La storia che io racconto riguarda un impegno lungo circa dodici anni ed ha interessato sette amministrazioni comunali, cinque sindaci (Castriotta, Sinigaglia, Dicembrino, Prencipe, Campo) e due Commissari prefettizi (Ricucci e Ciliberti).
Appena arrivato alla direzione nella Scuola Media “N. Perotto” di Manfredonia, un giorno di novembre 1990, ebbi come un’illuminazione che mi portò presso lo studio dell’ing. Michele Cannito, da me conosciuto come membro del Consiglio circoscrizionale che presiedevo, e dopo aver girovagato un pomeriggio intero nel suo ufficio, rovistando tra i tanti rotoli sparsi qua e là, ne ho trovato uno che conteneva un riferimento alla scuola “Perotto” e gli chiesi cos’era. Lui mi rispose che quel rotolo non conteneva niente d’importante, sicuramente niente che riguardasse una ristrutturazione, ma era solo un progetto di adeguamento dell’impianto elettrico della mia scuola, richiesto dal Comune e mai richiamato.
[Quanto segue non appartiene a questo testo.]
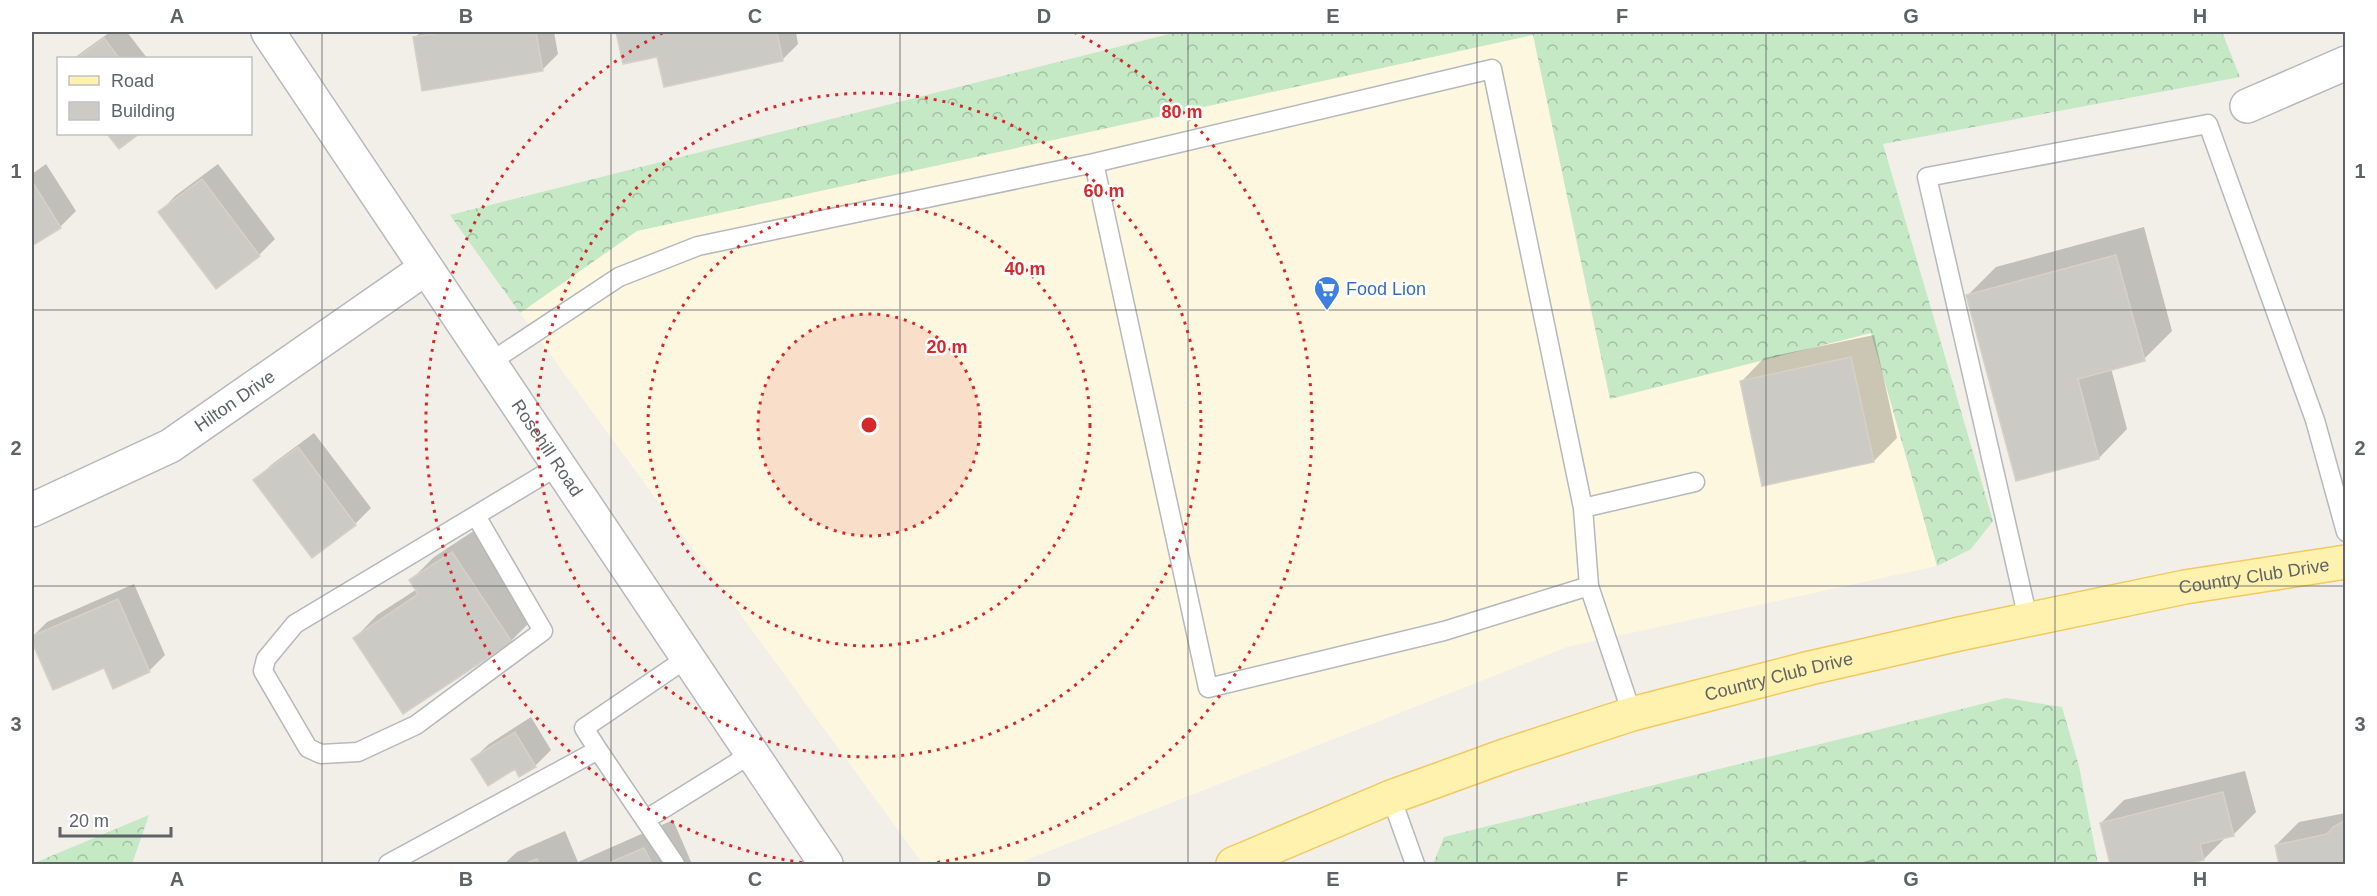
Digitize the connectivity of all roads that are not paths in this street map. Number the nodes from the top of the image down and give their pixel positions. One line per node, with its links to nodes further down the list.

Io, pur perfettamente ignorante di questioni edilizie, ma con una certa testardaggine, gli chiesi di farmi vedere i termini dell’incarico e, quando ne lessi il dispositivo, mi accorsi che in realtà esso, pur riferendosi effettivamente alla sola revisione dell’impianto elettrico, aggiungeva la frase conclusiva: “ed altri adeguamenti previsti dalle nuove norme”. E da qui io non ho più abbandonato il campo ed alle perplessità dell’ing. Cannito risposi con la cocciutaggine di un mulo e, quando lui mi disse che quel progetto era stato abbandonato per disinteresse del Comune, gli risposi che avrei risollevato io quell’interesse, che quel progetto si poteva riprendere ed ampliare perché alla necessità di un nuovo impianto elettrico erano sopraggiunte esigenze e norme relative alle aule speciali, alla dotazione di spazi per le attività d’integrazioni degli alunni diversamente abili (L. 517/77), nonché all’abbattimento delle barriere architettoniche. Ed aggiunsi: “Fidati di me, mettiti a lavorare per fare della mia scuola una istituzione al passo coi tempi. Io, da parte mia m’impegno, fin da ora, a fare in modo che il tuo lavoro venga adeguatamente riconosciuto”.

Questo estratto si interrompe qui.